- _About this exercise_: The answer is the data repeated in full, with no pictures included.

(Saved data entries)

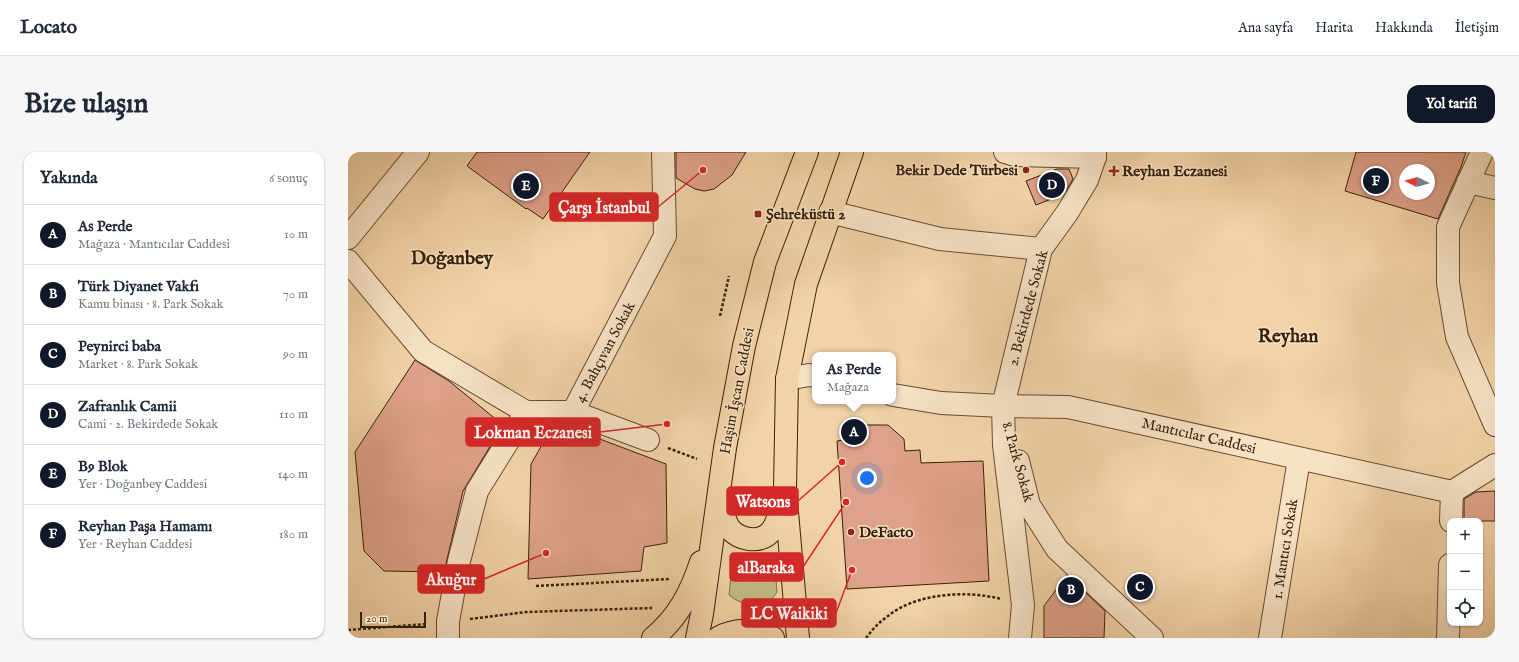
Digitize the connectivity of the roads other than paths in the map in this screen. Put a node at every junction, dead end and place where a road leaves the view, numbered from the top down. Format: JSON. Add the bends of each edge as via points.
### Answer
{"nodes":[{"id":1,"x":418,"y":152,"type":"edge"},
{"id":2,"x":664,"y":152,"type":"edge"},
{"id":3,"x":807,"y":152,"type":"edge"},
{"id":4,"x":852,"y":152,"type":"edge"},
{"id":5,"x":1005,"y":152,"type":"edge"},
{"id":6,"x":1482,"y":152,"type":"edge"},
{"id":7,"x":1095,"y":155,"type":"edge"},
{"id":8,"x":1468,"y":182,"type":"junction"},
{"id":9,"x":1495,"y":188,"type":"edge"},
{"id":10,"x":830,"y":212,"type":"junction"},
{"id":11,"x":348,"y":238,"type":"edge"},
{"id":12,"x":1041,"y":250,"type":"junction"},
{"id":13,"x":348,"y":261,"type":"edge"},
{"id":14,"x":812,"y":376,"type":"edge"},
{"id":15,"x":787,"y":379,"type":"junction"},
{"id":16,"x":896,"y":396,"type":"edge"},
{"id":17,"x":1003,"y":406,"type":"junction"},
{"id":18,"x":526,"y":412,"type":"junction"},
{"id":19,"x":573,"y":412,"type":"junction"},
{"id":20,"x":1495,"y":425,"type":"edge"},
{"id":21,"x":648,"y":440,"type":"road end"},
{"id":22,"x":1299,"y":459,"type":"junction"},
{"id":23,"x":1495,"y":465,"type":"edge"},
{"id":24,"x":784,"y":489,"type":"junction"},
{"id":25,"x":1452,"y":492,"type":"junction"},
{"id":26,"x":719,"y":495,"type":"junction"},
{"id":27,"x":1451,"y":518,"type":"edge"},
{"id":28,"x":714,"y":530,"type":"junction"},
{"id":29,"x":1449,"y":590,"type":"edge"},
{"id":30,"x":448,"y":630,"type":"edge"},
{"id":31,"x":719,"y":637,"type":"edge"},
{"id":32,"x":653,"y":638,"type":"edge"},
{"id":33,"x":697,"y":638,"type":"edge"},
{"id":34,"x":773,"y":638,"type":"edge"},
{"id":35,"x":798,"y":638,"type":"edge"},
{"id":36,"x":1020,"y":638,"type":"edge"},
{"id":37,"x":1152,"y":638,"type":"edge"},
{"id":38,"x":1270,"y":638,"type":"edge"},
{"id":39,"x":1448,"y":638,"type":"edge"}],
"edges":[{"from":1,"to":11,"type":"street"},
{"from":2,"to":19,"type":"street","name":"4. Bahçıvan Sokak","via":[[665,236]]},
{"from":3,"to":26,"type":"main road","name":"Haşim İşcan Caddesi","via":[[765,262],[734,395]]},
{"from":4,"to":10,"type":"main road"},
{"from":5,"to":7,"type":"street","via":[[1015,155]]},
{"from":6,"to":8,"type":"street"},
{"from":7,"to":12,"type":"street","name":"2. Bekirdede Sokak","via":[[1087,180]]},
{"from":8,"to":9,"type":"street"},
{"from":8,"to":20,"type":"street","via":[[1448,227],[1448,283],[1457,337]]},
{"from":10,"to":12,"type":"street","via":[[940,239]]},
{"from":10,"to":15,"type":"main road","via":[[806,284]]},
{"from":12,"to":17,"type":"street","name":"2. Bekirdede Sokak"},
{"from":13,"to":18,"type":"street","via":[[423,351]]},
{"from":14,"to":15,"type":"street"},
{"from":15,"to":24,"type":"main road"},
{"from":16,"to":17,"type":"street","name":"Mantıcılar Caddesi","via":[[941,403]]},
{"from":17,"to":22,"type":"street","name":"Mantıcılar Caddesi","via":[[1068,407]]},
{"from":17,"to":36,"type":"street","via":[[1004,445],[1023,604]]},
{"from":17,"to":37,"type":"street","name":"8. Park Sokak","via":[[1029,504],[1057,549]]},
{"from":18,"to":19,"type":"street","name":"4. Bahçıvan Sokak"},
{"from":18,"to":30,"type":"street","via":[[477,491],[459,561]]},
{"from":19,"to":21,"type":"street"},
{"from":22,"to":25,"type":"street","name":"Mantıcılar Caddesi"},
{"from":22,"to":38,"type":"street","name":"1. Mantıcı Sokak"},
{"from":23,"to":25,"type":"street"},
{"from":24,"to":26,"type":"main road","via":[[778,521],[769,534],[756,540],[742,538],[731,530],[726,522]]},
{"from":24,"to":35,"type":"main road"},
{"from":25,"to":27,"type":"street"},
{"from":26,"to":28,"type":"main road","name":"Haşim İşcan Caddesi"},
{"from":28,"to":32,"type":"main road","via":[[695,580],[677,614]]},
{"from":28,"to":33,"type":"main road","name":"Haşim İşcan Caddesi"},
{"from":29,"to":39,"type":"street"},
{"from":31,"to":34,"type":"main road","via":[[745,630],[764,633]]}]}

- _Reply_:
Digitize the connectivity of the roads other than paths in the map in this screen. Put a node at every junction, dead end and place where a road leaves the view, numbered from the top down. Format: JSON. Add the bends of each edge as via points.
### Answer
{"nodes":[{"id":1,"x":418,"y":152,"type":"edge"},
{"id":2,"x":664,"y":152,"type":"edge"},
{"id":3,"x":807,"y":152,"type":"edge"},
{"id":4,"x":852,"y":152,"type":"edge"},
{"id":5,"x":1005,"y":152,"type":"edge"},
{"id":6,"x":1482,"y":152,"type":"edge"},
{"id":7,"x":1095,"y":155,"type":"edge"},
{"id":8,"x":1468,"y":182,"type":"junction"},
{"id":9,"x":1495,"y":188,"type":"edge"},
{"id":10,"x":830,"y":212,"type":"junction"},
{"id":11,"x":348,"y":238,"type":"edge"},
{"id":12,"x":1041,"y":250,"type":"junction"},
{"id":13,"x":348,"y":261,"type":"edge"},
{"id":14,"x":812,"y":376,"type":"edge"},
{"id":15,"x":787,"y":379,"type":"junction"},
{"id":16,"x":896,"y":396,"type":"edge"},
{"id":17,"x":1003,"y":406,"type":"junction"},
{"id":18,"x":526,"y":412,"type":"junction"},
{"id":19,"x":573,"y":412,"type":"junction"},
{"id":20,"x":1495,"y":425,"type":"edge"},
{"id":21,"x":648,"y":440,"type":"road end"},
{"id":22,"x":1299,"y":459,"type":"junction"},
{"id":23,"x":1495,"y":465,"type":"edge"},
{"id":24,"x":784,"y":489,"type":"junction"},
{"id":25,"x":1452,"y":492,"type":"junction"},
{"id":26,"x":719,"y":495,"type":"junction"},
{"id":27,"x":1451,"y":518,"type":"edge"},
{"id":28,"x":714,"y":530,"type":"junction"},
{"id":29,"x":1449,"y":590,"type":"edge"},
{"id":30,"x":448,"y":630,"type":"edge"},
{"id":31,"x":719,"y":637,"type":"edge"},
{"id":32,"x":653,"y":638,"type":"edge"},
{"id":33,"x":697,"y":638,"type":"edge"},
{"id":34,"x":773,"y":638,"type":"edge"},
{"id":35,"x":798,"y":638,"type":"edge"},
{"id":36,"x":1020,"y":638,"type":"edge"},
{"id":37,"x":1152,"y":638,"type":"edge"},
{"id":38,"x":1270,"y":638,"type":"edge"},
{"id":39,"x":1448,"y":638,"type":"edge"}],
"edges":[{"from":1,"to":11,"type":"street"},
{"from":2,"to":19,"type":"street","name":"4. Bahçıvan Sokak","via":[[665,236]]},
{"from":3,"to":26,"type":"main road","name":"Haşim İşcan Caddesi","via":[[765,262],[734,395]]},
{"from":4,"to":10,"type":"main road"},
{"from":5,"to":7,"type":"street","via":[[1015,155]]},
{"from":6,"to":8,"type":"street"},
{"from":7,"to":12,"type":"street","name":"2. Bekirdede Sokak","via":[[1087,180]]},
{"from":8,"to":9,"type":"street"},
{"from":8,"to":20,"type":"street","via":[[1448,227],[1448,283],[1457,337]]},
{"from":10,"to":12,"type":"street","via":[[940,239]]},
{"from":10,"to":15,"type":"main road","via":[[806,284]]},
{"from":12,"to":17,"type":"street","name":"2. Bekirdede Sokak"},
{"from":13,"to":18,"type":"street","via":[[423,351]]},
{"from":14,"to":15,"type":"street"},
{"from":15,"to":24,"type":"main road"},
{"from":16,"to":17,"type":"street","name":"Mantıcılar Caddesi","via":[[941,403]]},
{"from":17,"to":22,"type":"street","name":"Mantıcılar Caddesi","via":[[1068,407]]},
{"from":17,"to":36,"type":"street","via":[[1004,445],[1023,604]]},
{"from":17,"to":37,"type":"street","name":"8. Park Sokak","via":[[1029,504],[1057,549]]},
{"from":18,"to":19,"type":"street","name":"4. Bahçıvan Sokak"},
{"from":18,"to":30,"type":"street","via":[[477,491],[459,561]]},
{"from":19,"to":21,"type":"street"},
{"from":22,"to":25,"type":"street","name":"Mantıcılar Caddesi"},
{"from":22,"to":38,"type":"street","name":"1. Mantıcı Sokak"},
{"from":23,"to":25,"type":"street"},
{"from":24,"to":26,"type":"main road","via":[[778,521],[769,534],[756,540],[742,538],[731,530],[726,522]]},
{"from":24,"to":35,"type":"main road"},
{"from":25,"to":27,"type":"street"},
{"from":26,"to":28,"type":"main road","name":"Haşim İşcan Caddesi"},
{"from":28,"to":32,"type":"main road","via":[[695,580],[677,614]]},
{"from":28,"to":33,"type":"main road","name":"Haşim İşcan Caddesi"},
{"from":29,"to":39,"type":"street"},
{"from":31,"to":34,"type":"main road","via":[[745,630],[764,633]]}]}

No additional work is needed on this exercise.